Sadly, the project for this portrait gallery of dictators fell through. However, three of the authors jointly decided to write full-length novels of their own. These were Alejo Carpentier’s Reasons of State, Gabriel Garcia Marquez’s The Autumn of the Patriarch, and Augusto Roa Bastos’ I, the Supreme.
Carpentier’s novel deals with an unnamed dictator living it up in Paris, who returns to his country to quell a coup. Marquez’s patriarch is based on actual leaders such as Colombia’s Pinilla and Spain’s Franco, and tells of the ebbing and flowing powers of a despot known as the General. And Bastos’ book is a fictionalised account of the regime of Dr Francia, the 19th-century Paraguayan autocrat.
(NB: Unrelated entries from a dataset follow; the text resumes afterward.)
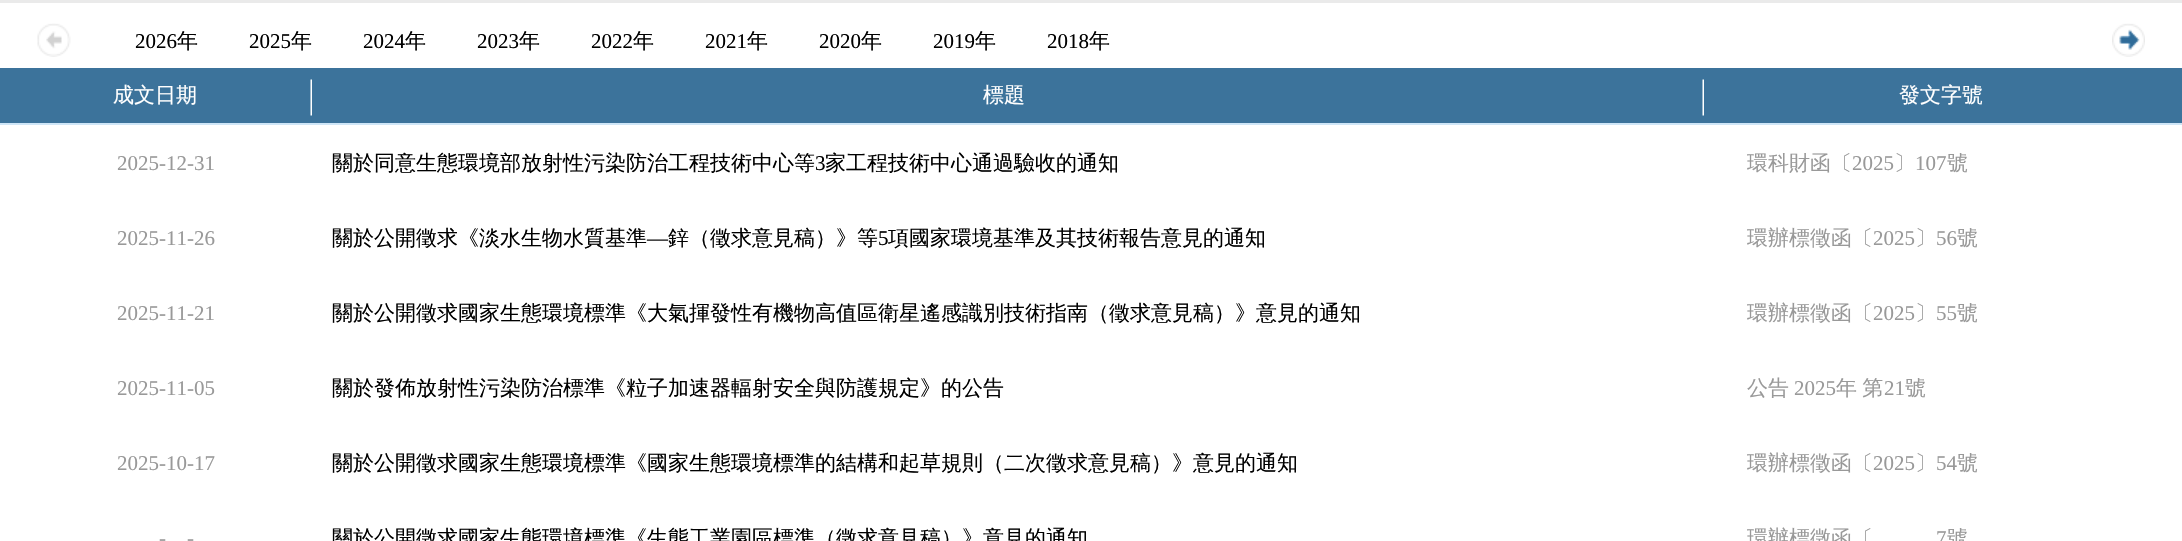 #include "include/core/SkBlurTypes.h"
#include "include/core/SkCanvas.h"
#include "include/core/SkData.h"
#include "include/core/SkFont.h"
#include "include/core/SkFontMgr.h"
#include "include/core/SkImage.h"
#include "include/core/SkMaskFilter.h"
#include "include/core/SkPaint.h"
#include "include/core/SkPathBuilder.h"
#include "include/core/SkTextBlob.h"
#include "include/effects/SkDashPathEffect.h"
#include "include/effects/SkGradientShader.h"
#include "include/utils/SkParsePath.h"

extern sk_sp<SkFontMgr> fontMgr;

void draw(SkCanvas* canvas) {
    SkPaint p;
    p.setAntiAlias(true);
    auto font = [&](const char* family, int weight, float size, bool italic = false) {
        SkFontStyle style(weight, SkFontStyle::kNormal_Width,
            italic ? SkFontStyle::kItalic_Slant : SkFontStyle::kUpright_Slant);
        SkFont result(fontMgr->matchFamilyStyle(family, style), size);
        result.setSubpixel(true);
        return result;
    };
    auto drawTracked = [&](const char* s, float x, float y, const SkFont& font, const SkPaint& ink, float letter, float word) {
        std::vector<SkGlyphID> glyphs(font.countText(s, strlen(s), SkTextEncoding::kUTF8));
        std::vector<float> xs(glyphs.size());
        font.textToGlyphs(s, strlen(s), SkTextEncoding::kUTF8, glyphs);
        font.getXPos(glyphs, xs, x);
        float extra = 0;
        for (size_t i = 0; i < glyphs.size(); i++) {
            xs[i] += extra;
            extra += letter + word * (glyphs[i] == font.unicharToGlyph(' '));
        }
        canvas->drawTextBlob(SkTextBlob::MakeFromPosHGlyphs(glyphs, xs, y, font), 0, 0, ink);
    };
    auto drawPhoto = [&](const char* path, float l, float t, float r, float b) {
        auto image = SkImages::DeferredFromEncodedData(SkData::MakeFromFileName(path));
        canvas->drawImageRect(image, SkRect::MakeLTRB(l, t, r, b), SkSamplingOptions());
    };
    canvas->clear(0xFFFFFFFF);
    p.setColor(0xFFEAEAEA);
    canvas->drawRect(SkRect::MakeLTRB(0, 0, 2182, 3), p);
    drawPhoto("media/1.png", 37, 23, 71, 57);
    auto font1 = font("Liberation Serif", 400, 21);
    p.setColor(0xFF000000);
    canvas->drawString("2026", 135, 48, font1, p);
    auto font2 = font("WenQuanYi Zen Hei", 500, 21);
    canvas->drawString("年", 177, 48, font2, p);
    canvas->drawString("2025", 249, 48, font1, p);
    canvas->drawString("年", 291, 48, font2, p);
    canvas->drawString("2024", 363, 48, font1, p);
    canvas->drawString("年", 405, 48, font2, p);
    canvas->drawString("2023", 477, 48, font1, p);
    canvas->drawString("年", 519, 48, font2, p);
    canvas->drawString("2022", 591, 48, font1, p);
    canvas->drawString("年", 633, 48, font2, p);
    canvas->drawString("2021", 705, 48, font1, p);
    canvas->drawString("年", 747, 48, font2, p);
    canvas->drawString("2020", 819, 48, font1, p);
    canvas->drawString("年", 861, 48, font2, p);
    canvas->drawString("2019", 933, 48, font1, p);
    canvas->drawString("年", 975, 48, font2, p);
    canvas->drawString("2018", 1047, 48, font1, p);
    canvas->drawString("年", 1089, 48, font2, p);
    drawPhoto("media/2.png", 2112, 23, 2145, 57);
    p.setColor(0xFF3C739B);
    canvas->drawRect(SkRect::MakeLTRB(0, 68, 2182, 123), p);
    p.setColor(0xFFCFE6F7);
    canvas->drawRect(SkRect::MakeLTRB(0, 123, 2182, 125), p);
    p.setColor(0xFFFFFFFF);
    canvas->drawString("成文日期", 113, 102, font2, p);
    drawPhoto("media/3.png", 310, 79, 312, 116);
    canvas->drawString("標題", 983, 102, font2, p);
    drawPhoto("media/3.png", 1702, 79, 1704, 116);
    canvas->drawString("發文字號", 1899, 102, font2, p);
    p.setColor(0xFF999999);
    canvas->drawString("2025-12-31", 117, 170, font1, p);
    p.setColor(0xFF000000);
    canvas->drawString("關於同意生態環境部放射性污染防治工程技術中心等", 332, 170, font2, p);
    canvas->drawString("3", 815, 170, font1, p);
    canvas->drawString("家工程技術中心通過驗收的通知", 825, 170, font2, p);
    p.setColor(0xFF999999);
    canvas->drawString("環科財函〔", 1747, 170, font2, p);
    canvas->drawString("2025", 1852, 170, font1, p);
    canvas->drawString("〕", 1894, 170, font2, p);
    canvas->drawString("107", 1915, 170, font1, p);
    canvas->drawString("號", 1947, 170, font2, p);
    canvas->drawString("2025-11-26", 117, 245, font1, p);
    p.setColor(0xFF000000);
    canvas->drawString("關於公開徵求《淡水生物水質基準", 332, 245, font2, p);
    canvas->drawString("—", 647, 245, font1, p);
    canvas->drawString("鋅（徵求意見稿）》等", 668, 245, font2, p);
    canvas->drawString("5", 878, 245, font1, p);
    canvas->drawString("項國家環境基準及其技術報告意見的通知", 888, 245, font2, p);
    p.setColor(0xFF999999);
    canvas->drawString("環辦標徵函〔", 1747, 245, font2, p);
    canvas->drawString("2025", 1873, 245, font1, p);
    canvas->drawString("〕", 1915, 245, font2, p);
    canvas->drawString("56", 1936, 245, font1, p);
    canvas->drawString("號", 1957, 245, font2, p);
    canvas->drawString("2025-11-21", 117, 320, font1, p);
    p.setColor(0xFF000000);
    canvas->drawString("關於公開徵求國家生態環境標準《大氣揮發性有機物高值區衛星遙感識別技術指南（徵求意見稿）》意見的通知", 332, 320, font2, p);
    p.setColor(0xFF999999);
    canvas->drawString("環辦標徵函〔", 1747, 320, font2, p);
    canvas->drawString("2025", 1873, 320, font1, p);
    canvas->drawString("〕", 1915, 320, font2, p);
    canvas->drawString("55", 1936, 320, font1, p);
    canvas->drawString("號", 1957, 320, font2, p);
    canvas->drawString("2025-11-05", 117, 395, font1, p);
    p.setColor(0xFF000000);
    canvas->drawString("關於發佈放射性污染防治標準《粒子加速器輻射安全與防護規定》的公告", 332, 395, font2, p);
    p.setColor(0xFF999999);
    canvas->drawString("公告", 1747, 395, font2, p);
    canvas->drawString("2025", 1794, 395, font1, p);
    drawTracked("年 第", 1836, 395, font2, p, 0, -1);
    canvas->drawString("21", 1884, 395, font1, p);
    canvas->drawString("號", 1905, 395, font2, p);
    canvas->drawString("2025-10-17", 117, 470, font1, p);
    p.setColor(0xFF000000);
    canvas->drawString("關於公開徵求國家生態環境標準《國家生態環境標準的結構和起草規則（二次徵求意見稿）》意見的通知", 332, 470, font2, p);
    p.setColor(0xFF999999);
    canvas->drawString("環辦標徵函〔", 1747, 470, font2, p);
    canvas->drawString("2025", 1873, 470, font1, p);
    canvas->drawString("〕", 1915, 470, font2, p);
    canvas->drawString("54", 1936, 470, font1, p);
    canvas->drawString("號", 1957, 470, font2, p);
    canvas->drawString("-", 159, 545, font1, p);
    canvas->drawString("-", 187, 545, font1, p);
    p.setColor(0xFF000000);
    canvas->drawString("關於公開徵求國家生態環境標準《生態工業園區標準（徵求意見稿）》意見的通知", 332, 545, font2, p);
    p.setColor(0xFF999999);
    canvas->drawString("環辦標徵函〔", 1747, 545, font2, p);
    canvas->drawString("7", 1936, 545, font1, p);
    canvas->drawString("號", 1947, 545, font2, p);
}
All of them portray the past and present of the powerful and the powerless with panache. They contain elements of the magical realist style that Latin American writers were then famous for, but go deeper in their depictions of how a state can be throttled. It’s as though the very texture of the work is intended to convey that since tyranny is against the natural order of things, it should be written about in a preternatural manner.
Through pages-long sentences and dreamlike prose, Marquez demonstrates how power can corrupt and degrade in what he referred to as “an extremely long poem about the loneliness of a dictator”. Bastos combines grotesquery, comedy and pathos in a parable of power’s abuse. Carpentier’s baroque style and richness of perception highlight “the marvellous real” of those wielding power and afraid of losing it.
With their allusions and intricate structures, they drill down into the damaging effects of dictatorship by investigating the fundamental sources and structures of authority: control over time, history, and language itself. This transcends the regional to become universal.
Years later, Mario Vargas Llosa was to add to the list of dictator novels with his strikingly detailed The Feast of the Goat. His work is not about an imagined or composite dictator, but based on the life and assassination of the Dominican Republic’s Rafael Trujillo.
The Feast of the Goat shares some characteristics of the earlier works: it encompasses time periods through multiple viewpoints and a large cast of characters and conspirators. It has been criticised by some, though, for being less sparkling than the rest.
What do autocratic leaders do in light of such dissection? When not composing manifestos, delivering speeches, or rewriting history, some of them turn to fiction and verse themselves.
To mention just three examples, Saddam Hussein wrote a romance novel; Stalin published poetry; and Turkmenistan’s Niyazov composed a rambling national epic. These are rarely remembered. The work of Carpentier, Marquez, Bastos and others endures.